Authors (including presenting author) :
Seto YO(1)(3), Kwok OL(1)(3), Leung CS(1)(3), Lam CY(1)(3), Wong WY(1)(3), Hui SL(2)(3), Lam PL(1)(3), Tse LK(2)(3), Lee PL(2)(3), Chan YH(2)(3), Chan CT(2)(3), Tang YY(2)(3)
Affiliation :
(1) Department of Medicine & Geriatrics (M&G), (2) Community Nursing Service (CNS), (3) Caritas Medical Centre (CMC)
Introduction :
Around 40% of all deaths in Hospital Authority involved RCHE residents who have repeated hospitalizations in the last 12 months of life without Advance Care Planning (ACP) discussion. Over 4800 elderly living in 66 RCHEs were covered by Caritas Medical Centre. Community Geriatric Assessment Team (CGAT) in collaboration with Palliative Care (PC) specialists is committed to providing quality EOL care to target residents with life-limiting diseases & chronic illnesses through holistic care and early discussion of ACP.
Objectives :
To enhance quality EOL care through training and onsite support
To identify terminally ill residents to formulate ACP with tripartite engagement
To facilitate adherence of ACP in the last patient journey
Methodology :
Two designed CGAT nurses and a PC nurse worked with Geriatricians, CGAT nurses and RCHE staff to roll out the program to 56 private & 10 sub-vented RCHEs. This was a retrospective study of residents recruited from Oct 2016 to Sep 2019. Patient’s demographical data, diagnosis, admission episodes, Do Not Attempt Cardiopulmonary Resuscitation (DNACPR) order & treatment options, feedbacks from families were reviewed with data analysis conducted.
Result & Outcome :
Up to Sep 2019, 89% (N=59) of RCHE had joined the program, over 700 RCHE staff had received training. From Oct 2016 to Sep 2019, 401 residents and families were served with ACP discussed and 100% non-hospitalized DNACPR signed. The mean age was 87 years old (range 61-108) and 70% was female. 95% patients were mentally incompetent and only family members were involved in discussion.
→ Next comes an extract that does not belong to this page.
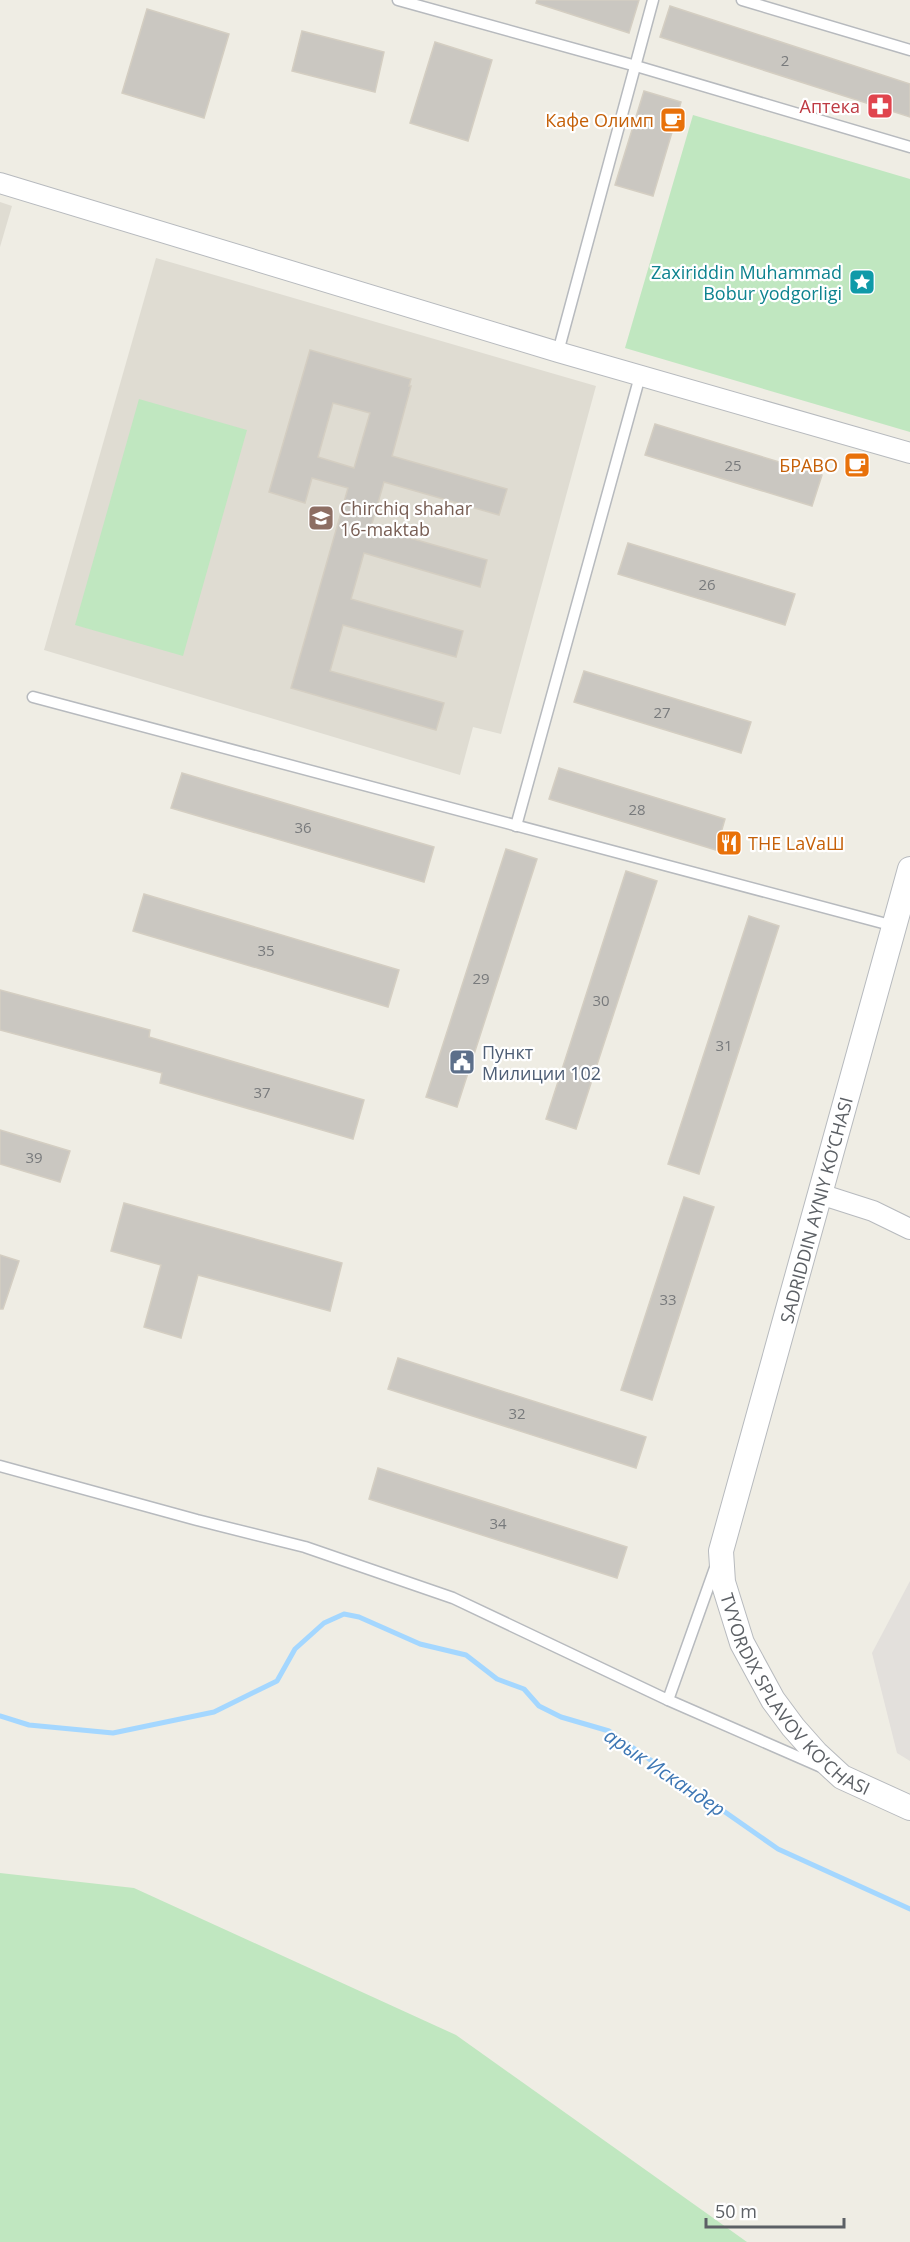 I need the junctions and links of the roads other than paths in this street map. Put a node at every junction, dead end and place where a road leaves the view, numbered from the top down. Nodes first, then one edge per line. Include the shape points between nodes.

The principle diagnosis was advanced dementia (50%), CVA (21%), End stage organ failure (14%) & Malignancy (11%). Among them, 51% (N=204) opted not for mechanical ventilation, 37% (N=149) not prefer Ryle’s tube feeding. Overall mortality was 63% (N=254) with mean survival after entry of the program was 162.9 days, 21% (N=54) died in A&E and 79% (N=200) died in ward. The mean number of A&E attendance was 2.2 and the mean acute bed day in medical ward was 13 (in the last 90 days patient journey) in compare with before program was 2.1 and 20.4 respectively. The adherence of DNACPR order was 99.6% as one patient with CPR done in A&E. Other life sustained treatment decisions were adhered before death. All bereaved families rated ‘Agree’ or ‘Very Agree’ on ACP “can help to relieve their decision burden of EOL care” and “understand the disease with acceptance”. Conclusion: The program enhanced the quality of EOL care in RCHE. Residents’/families’ value, wishes and preferences were identified and actualized. Training to RCHE, CGAT and hospital staff was crucial to facilitate adherence of ACP wishes.